Content starts

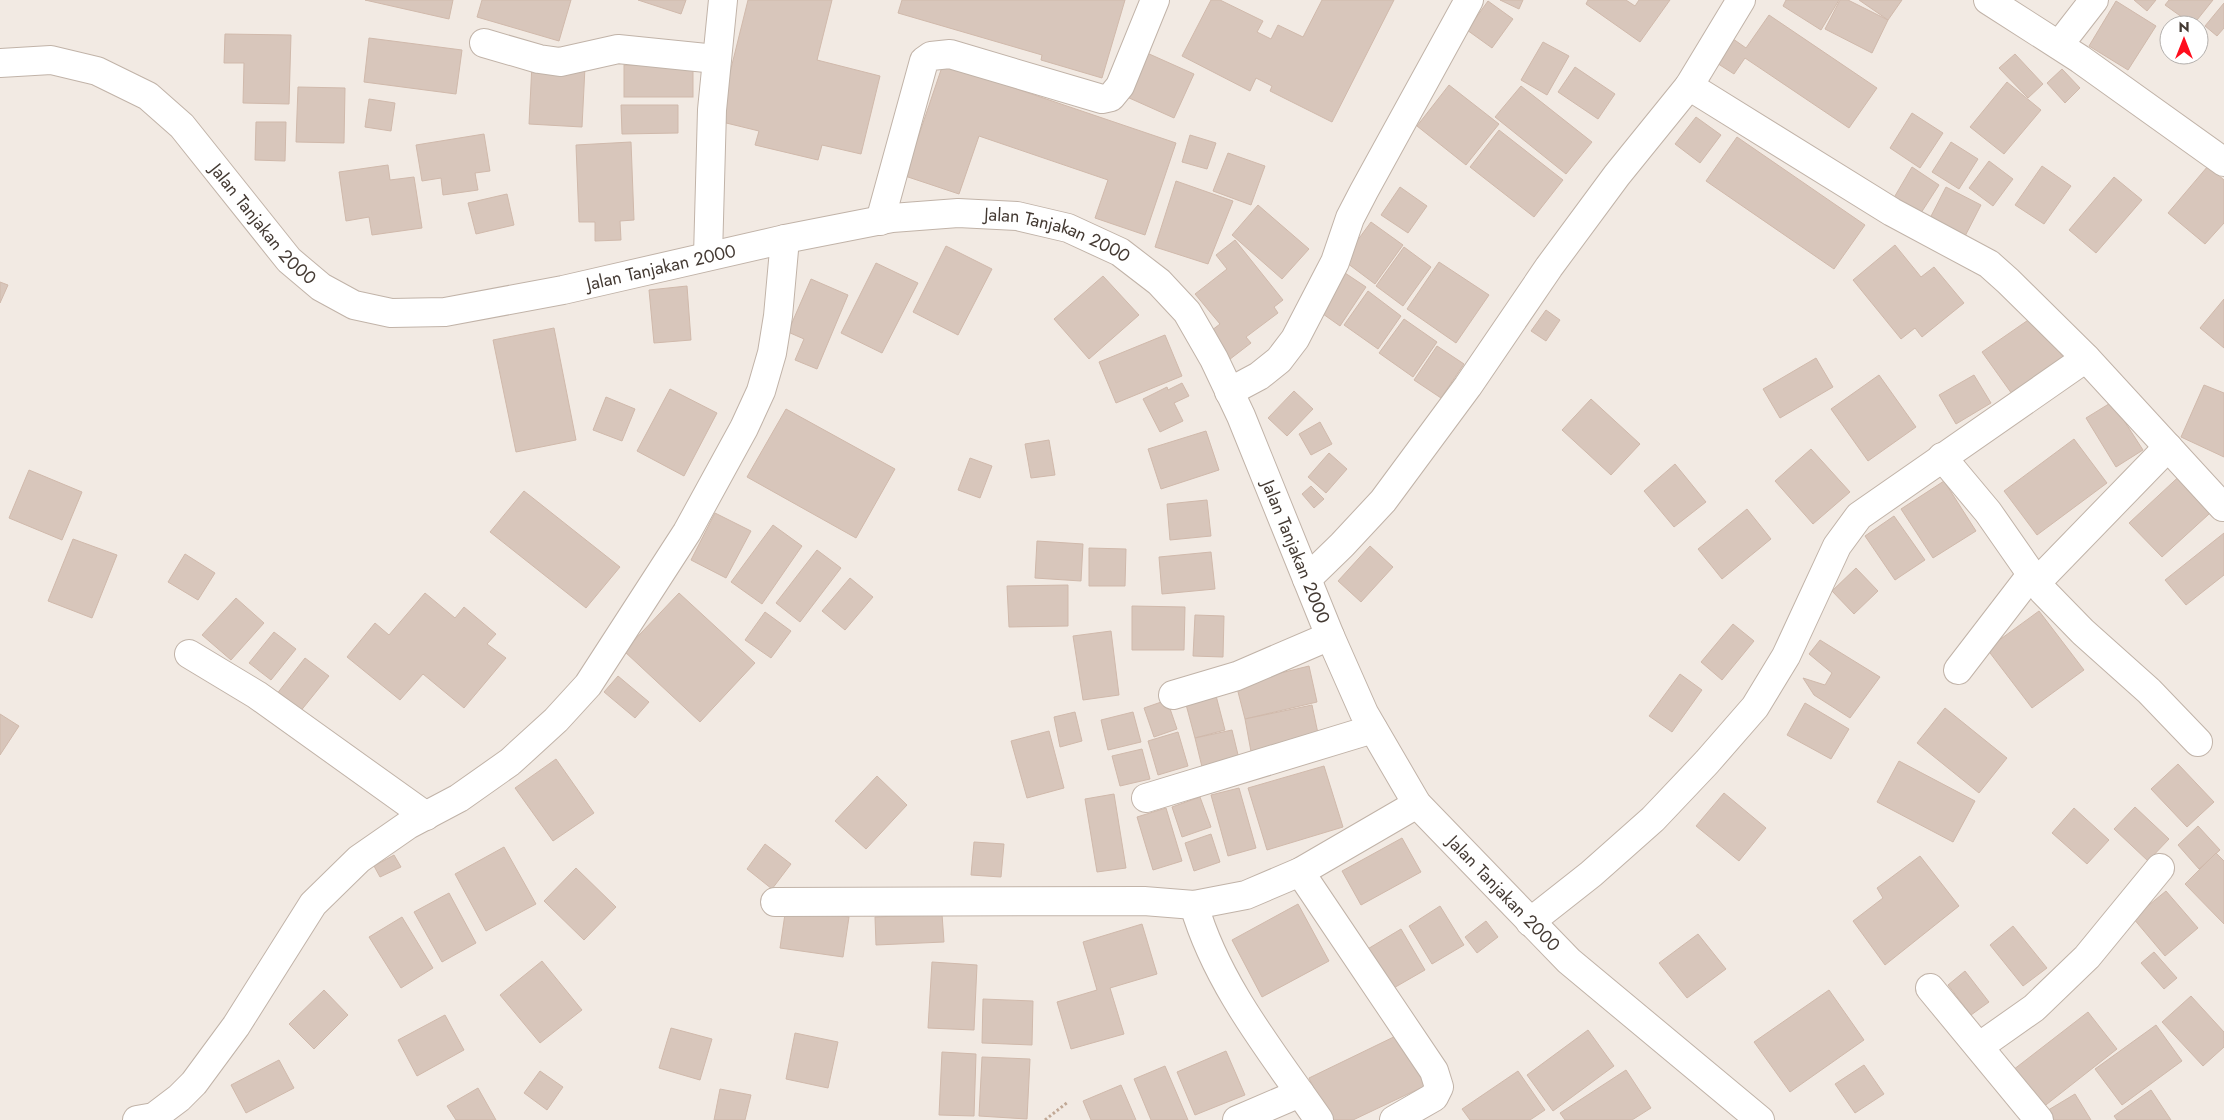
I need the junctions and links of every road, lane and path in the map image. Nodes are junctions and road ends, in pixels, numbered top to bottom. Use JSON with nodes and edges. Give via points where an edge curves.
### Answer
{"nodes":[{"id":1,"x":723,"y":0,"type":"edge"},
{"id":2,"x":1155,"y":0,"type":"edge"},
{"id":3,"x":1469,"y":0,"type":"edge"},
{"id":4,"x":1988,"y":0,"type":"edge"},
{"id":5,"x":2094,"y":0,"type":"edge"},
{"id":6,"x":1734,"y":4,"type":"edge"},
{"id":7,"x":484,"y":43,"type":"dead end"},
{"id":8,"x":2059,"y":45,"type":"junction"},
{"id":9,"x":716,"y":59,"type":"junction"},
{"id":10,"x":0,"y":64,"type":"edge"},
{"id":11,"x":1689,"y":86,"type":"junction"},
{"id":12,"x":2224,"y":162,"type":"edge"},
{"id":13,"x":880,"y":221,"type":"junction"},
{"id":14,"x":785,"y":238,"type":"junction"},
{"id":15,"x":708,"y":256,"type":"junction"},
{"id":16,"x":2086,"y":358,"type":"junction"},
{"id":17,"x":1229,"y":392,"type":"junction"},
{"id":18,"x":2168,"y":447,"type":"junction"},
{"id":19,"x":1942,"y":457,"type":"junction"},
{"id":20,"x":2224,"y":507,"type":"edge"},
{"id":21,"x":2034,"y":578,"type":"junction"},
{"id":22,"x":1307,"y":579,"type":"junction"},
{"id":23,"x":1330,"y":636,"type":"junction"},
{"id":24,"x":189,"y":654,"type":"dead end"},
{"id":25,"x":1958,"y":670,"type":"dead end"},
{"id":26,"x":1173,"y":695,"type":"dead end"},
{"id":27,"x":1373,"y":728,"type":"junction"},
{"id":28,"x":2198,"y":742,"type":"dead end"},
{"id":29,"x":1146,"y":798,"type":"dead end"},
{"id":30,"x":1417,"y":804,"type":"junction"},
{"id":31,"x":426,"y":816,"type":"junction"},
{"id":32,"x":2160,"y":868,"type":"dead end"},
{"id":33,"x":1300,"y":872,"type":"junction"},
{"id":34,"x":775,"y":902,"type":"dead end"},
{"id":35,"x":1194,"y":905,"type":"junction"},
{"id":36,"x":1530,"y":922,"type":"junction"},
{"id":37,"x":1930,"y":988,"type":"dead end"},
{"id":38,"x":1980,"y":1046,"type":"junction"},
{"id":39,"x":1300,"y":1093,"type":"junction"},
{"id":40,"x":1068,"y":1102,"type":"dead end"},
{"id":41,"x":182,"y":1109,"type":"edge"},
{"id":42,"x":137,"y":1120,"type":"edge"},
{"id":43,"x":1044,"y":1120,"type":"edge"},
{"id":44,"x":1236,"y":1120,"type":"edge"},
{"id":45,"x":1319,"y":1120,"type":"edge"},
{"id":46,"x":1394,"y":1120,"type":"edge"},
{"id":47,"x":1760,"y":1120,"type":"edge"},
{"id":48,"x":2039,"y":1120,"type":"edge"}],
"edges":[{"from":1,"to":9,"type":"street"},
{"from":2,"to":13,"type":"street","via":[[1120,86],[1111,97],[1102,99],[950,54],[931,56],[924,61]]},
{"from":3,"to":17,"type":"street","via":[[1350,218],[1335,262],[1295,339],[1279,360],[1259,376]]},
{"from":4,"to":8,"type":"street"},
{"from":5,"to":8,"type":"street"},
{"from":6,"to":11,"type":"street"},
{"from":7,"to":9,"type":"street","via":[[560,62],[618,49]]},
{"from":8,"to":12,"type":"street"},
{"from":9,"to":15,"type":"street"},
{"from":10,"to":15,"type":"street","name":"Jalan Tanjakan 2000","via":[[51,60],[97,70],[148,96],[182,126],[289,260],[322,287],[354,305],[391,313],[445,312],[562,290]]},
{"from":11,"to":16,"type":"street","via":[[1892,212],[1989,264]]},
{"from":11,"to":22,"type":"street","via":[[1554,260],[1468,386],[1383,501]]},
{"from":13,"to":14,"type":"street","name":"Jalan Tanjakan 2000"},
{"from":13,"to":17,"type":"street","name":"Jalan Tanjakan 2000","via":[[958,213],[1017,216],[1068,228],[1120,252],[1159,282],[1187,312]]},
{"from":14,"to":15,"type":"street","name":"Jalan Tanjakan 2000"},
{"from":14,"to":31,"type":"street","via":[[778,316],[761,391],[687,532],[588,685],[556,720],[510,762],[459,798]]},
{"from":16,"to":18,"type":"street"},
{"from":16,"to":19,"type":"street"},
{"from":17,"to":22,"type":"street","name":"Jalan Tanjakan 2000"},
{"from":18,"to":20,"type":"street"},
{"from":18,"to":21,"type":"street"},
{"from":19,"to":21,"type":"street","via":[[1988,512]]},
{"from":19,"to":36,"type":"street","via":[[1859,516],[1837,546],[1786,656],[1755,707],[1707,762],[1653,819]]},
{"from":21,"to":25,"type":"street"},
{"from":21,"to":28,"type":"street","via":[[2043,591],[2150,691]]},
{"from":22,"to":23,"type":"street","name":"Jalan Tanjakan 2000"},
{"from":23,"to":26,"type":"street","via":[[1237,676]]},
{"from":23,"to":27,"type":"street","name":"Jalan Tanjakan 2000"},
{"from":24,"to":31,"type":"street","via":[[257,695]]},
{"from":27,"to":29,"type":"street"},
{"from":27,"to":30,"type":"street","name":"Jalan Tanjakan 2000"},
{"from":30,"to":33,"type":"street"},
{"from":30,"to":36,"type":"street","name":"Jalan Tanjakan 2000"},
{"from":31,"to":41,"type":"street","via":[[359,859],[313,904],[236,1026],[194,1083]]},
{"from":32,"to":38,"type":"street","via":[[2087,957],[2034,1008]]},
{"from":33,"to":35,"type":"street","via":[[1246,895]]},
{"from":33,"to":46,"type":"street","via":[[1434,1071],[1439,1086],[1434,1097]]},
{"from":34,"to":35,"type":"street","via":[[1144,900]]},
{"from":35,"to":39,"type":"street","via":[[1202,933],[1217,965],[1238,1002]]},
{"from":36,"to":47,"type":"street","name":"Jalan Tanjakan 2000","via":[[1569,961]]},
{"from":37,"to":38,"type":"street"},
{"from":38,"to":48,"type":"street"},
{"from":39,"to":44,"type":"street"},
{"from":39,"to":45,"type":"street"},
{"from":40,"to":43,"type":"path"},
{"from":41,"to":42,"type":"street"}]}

Content ends
Content starts

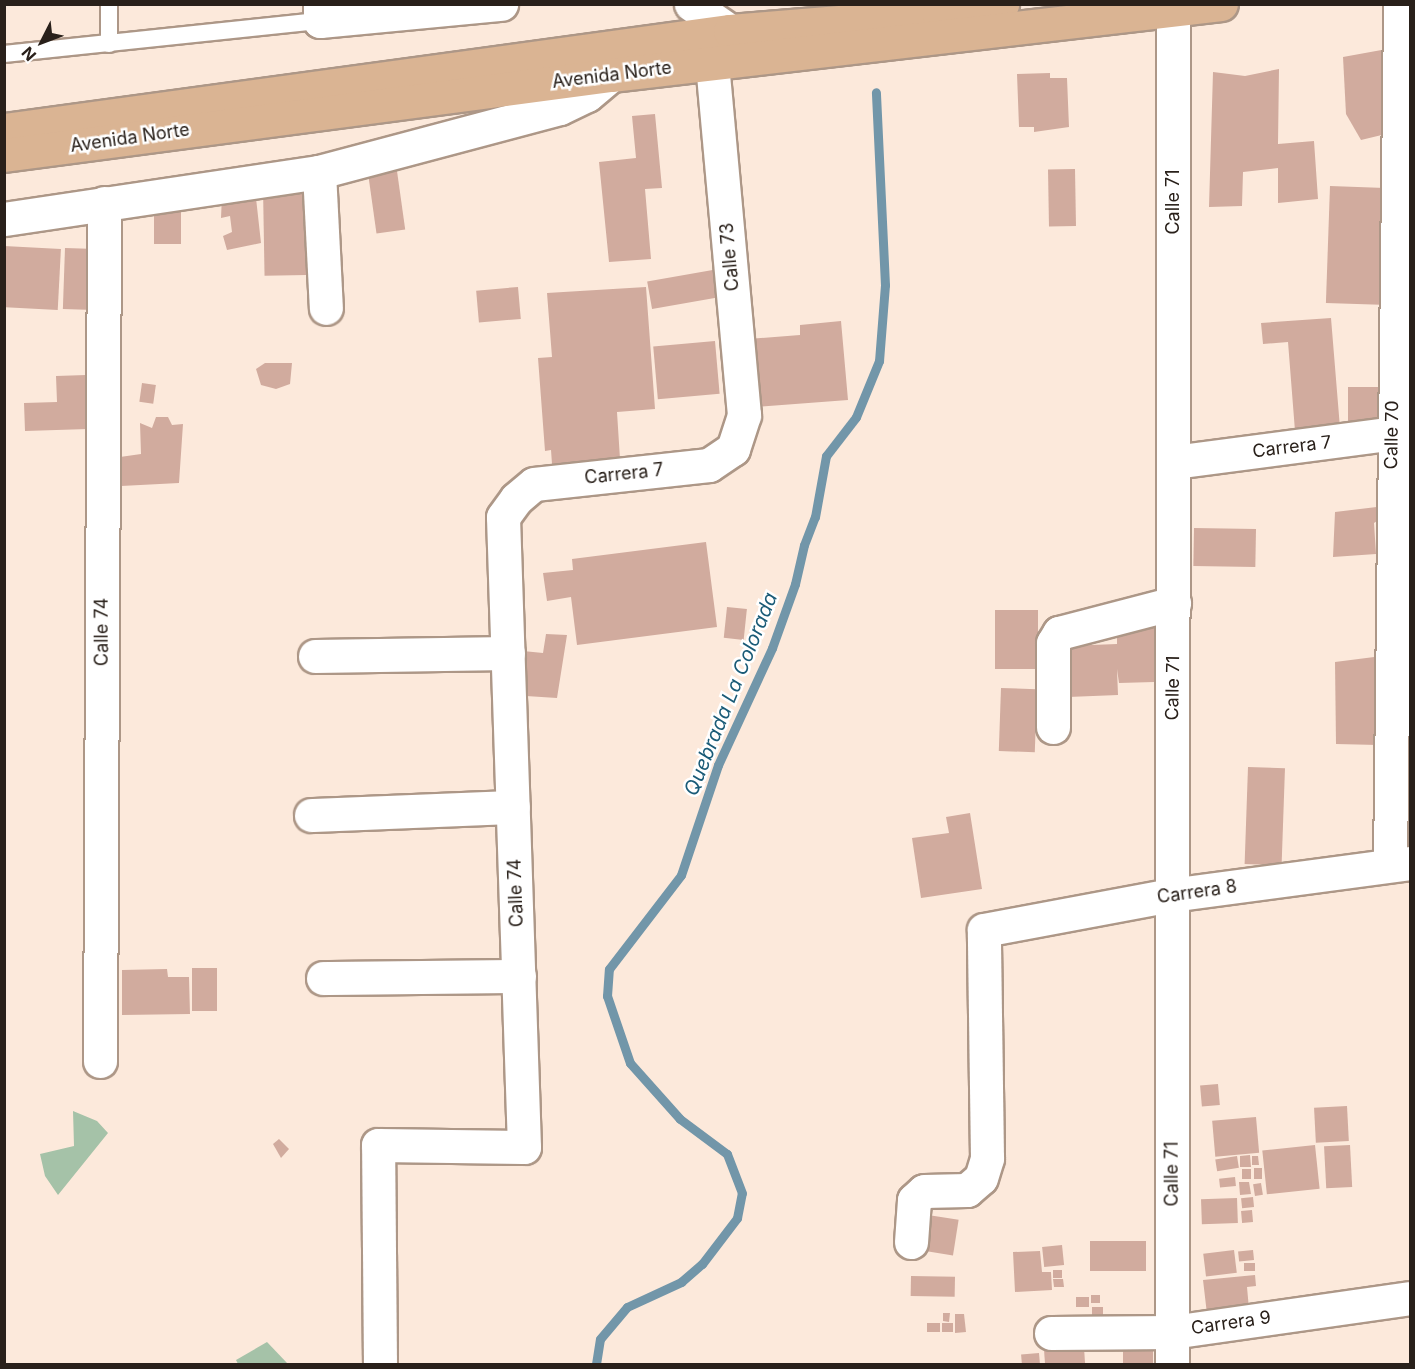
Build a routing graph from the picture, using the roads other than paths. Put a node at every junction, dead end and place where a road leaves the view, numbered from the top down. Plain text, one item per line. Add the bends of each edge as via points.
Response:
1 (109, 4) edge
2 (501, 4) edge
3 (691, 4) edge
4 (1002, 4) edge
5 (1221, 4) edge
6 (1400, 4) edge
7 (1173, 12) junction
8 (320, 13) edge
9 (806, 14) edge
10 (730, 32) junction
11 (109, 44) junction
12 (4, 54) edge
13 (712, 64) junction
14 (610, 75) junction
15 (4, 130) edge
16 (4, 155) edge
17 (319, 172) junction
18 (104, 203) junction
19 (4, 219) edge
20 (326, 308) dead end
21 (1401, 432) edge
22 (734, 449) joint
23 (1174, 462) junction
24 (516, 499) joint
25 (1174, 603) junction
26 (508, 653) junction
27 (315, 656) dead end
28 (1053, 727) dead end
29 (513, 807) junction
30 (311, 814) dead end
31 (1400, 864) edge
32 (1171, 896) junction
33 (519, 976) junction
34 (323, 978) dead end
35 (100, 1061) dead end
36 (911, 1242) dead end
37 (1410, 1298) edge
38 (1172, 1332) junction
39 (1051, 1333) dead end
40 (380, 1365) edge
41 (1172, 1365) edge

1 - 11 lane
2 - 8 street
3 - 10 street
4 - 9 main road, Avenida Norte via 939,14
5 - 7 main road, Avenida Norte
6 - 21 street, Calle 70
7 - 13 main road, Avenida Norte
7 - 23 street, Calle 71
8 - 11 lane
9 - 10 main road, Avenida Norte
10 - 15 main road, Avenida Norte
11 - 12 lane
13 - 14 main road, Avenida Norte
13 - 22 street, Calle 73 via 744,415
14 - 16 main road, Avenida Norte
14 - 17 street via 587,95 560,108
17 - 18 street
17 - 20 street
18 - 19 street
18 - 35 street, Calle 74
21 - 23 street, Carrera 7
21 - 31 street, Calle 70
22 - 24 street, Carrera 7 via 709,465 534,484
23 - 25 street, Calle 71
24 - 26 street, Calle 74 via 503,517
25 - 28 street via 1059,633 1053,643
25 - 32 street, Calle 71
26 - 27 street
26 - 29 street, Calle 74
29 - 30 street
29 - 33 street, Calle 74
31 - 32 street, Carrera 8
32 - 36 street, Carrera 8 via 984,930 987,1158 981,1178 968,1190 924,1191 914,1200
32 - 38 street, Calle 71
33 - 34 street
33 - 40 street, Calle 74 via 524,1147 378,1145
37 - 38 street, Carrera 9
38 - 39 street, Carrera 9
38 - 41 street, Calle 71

Content ends

__EXERCISE PROMPT__
Lines with "name": return each one from the data above.

__ANSWER AREA__
{"from":10,"to":15,"type":"street","name":"Jalan Tanjakan 2000","via":[[51,60],[97,70],[148,96],[182,126],[289,260],[322,287],[354,305],[391,313],[445,312],[562,290]]},
{"from":13,"to":14,"type":"street","name":"Jalan Tanjakan 2000"},
{"from":13,"to":17,"type":"street","name":"Jalan Tanjakan 2000","via":[[958,213],[1017,216],[1068,228],[1120,252],[1159,282],[1187,312]]},
{"from":14,"to":15,"type":"street","name":"Jalan Tanjakan 2000"},
{"from":17,"to":22,"type":"street","name":"Jalan Tanjakan 2000"},
{"from":22,"to":23,"type":"street","name":"Jalan Tanjakan 2000"},
{"from":23,"to":27,"type":"street","name":"Jalan Tanjakan 2000"},
{"from":27,"to":30,"type":"street","name":"Jalan Tanjakan 2000"},
{"from":30,"to":36,"type":"street","name":"Jalan Tanjakan 2000"},
{"from":36,"to":47,"type":"street","name":"Jalan Tanjakan 2000","via":[[1569,961]]},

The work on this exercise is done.